* Data for the task:
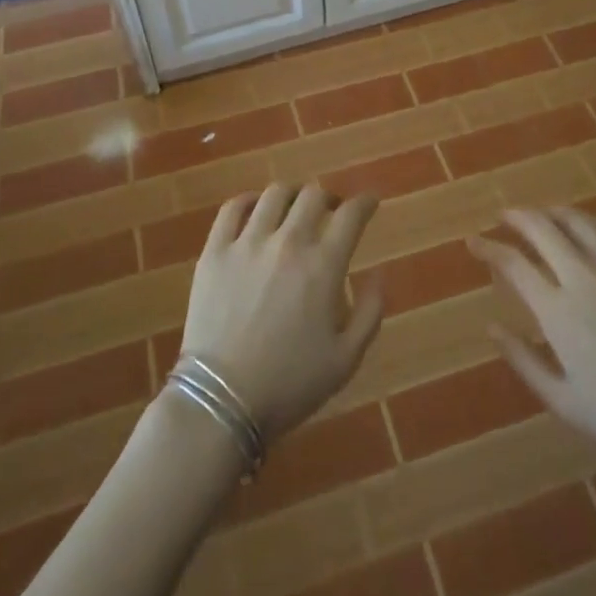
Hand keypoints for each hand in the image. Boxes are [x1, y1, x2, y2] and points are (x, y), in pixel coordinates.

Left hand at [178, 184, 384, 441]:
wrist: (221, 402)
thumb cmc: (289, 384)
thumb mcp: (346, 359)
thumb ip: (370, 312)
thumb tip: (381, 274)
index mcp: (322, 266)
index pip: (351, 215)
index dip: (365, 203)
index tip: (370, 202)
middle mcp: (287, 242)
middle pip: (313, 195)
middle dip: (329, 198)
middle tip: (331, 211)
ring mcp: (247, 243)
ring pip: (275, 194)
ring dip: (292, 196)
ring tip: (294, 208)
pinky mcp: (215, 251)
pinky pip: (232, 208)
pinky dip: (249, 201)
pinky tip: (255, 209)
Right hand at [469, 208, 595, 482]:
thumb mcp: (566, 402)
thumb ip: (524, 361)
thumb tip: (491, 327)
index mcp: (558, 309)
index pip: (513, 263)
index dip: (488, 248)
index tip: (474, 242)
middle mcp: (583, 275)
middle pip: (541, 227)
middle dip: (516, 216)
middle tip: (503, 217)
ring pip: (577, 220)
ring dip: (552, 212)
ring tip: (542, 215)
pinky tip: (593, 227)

* Prompt: From the first line to the last, restate the entries exactly, without pictures.

* Solution to the exercise:
Hand keypoints for each hand in the image. Boxes are [x1, y1, x2, y2] and points are (x, y), in pixel coordinates.

Left hand at [178, 184, 384, 441]:
wrist: (221, 402)
thumb cmc: (289, 384)
thumb mcp: (346, 359)
thumb ip: (370, 312)
thumb tip: (381, 274)
index mcp: (322, 266)
index pip: (351, 215)
index dip: (365, 203)
index tip: (370, 202)
middle mcp: (287, 242)
middle pip: (313, 195)
middle dip: (329, 198)
middle tip: (331, 211)
ring mcp: (247, 243)
ring pip: (275, 194)
ring dip: (292, 196)
ring tip: (294, 208)
pinky mcp: (215, 251)
pinky pip: (232, 208)
pinky dip: (249, 201)
pinky tip: (255, 209)
Right hand at [469, 208, 595, 482]:
thumb mcp: (566, 402)
thumb ip: (524, 361)
thumb tip: (491, 327)
index mcp: (558, 309)
index pip: (513, 263)
index dip: (488, 248)
index tip: (474, 242)
middle mcp: (583, 275)
middle pip: (541, 227)
middle dip: (516, 216)
middle tip: (503, 217)
ring pip: (577, 220)
ring dip: (552, 212)
ring tip: (542, 215)
pinky tip: (593, 227)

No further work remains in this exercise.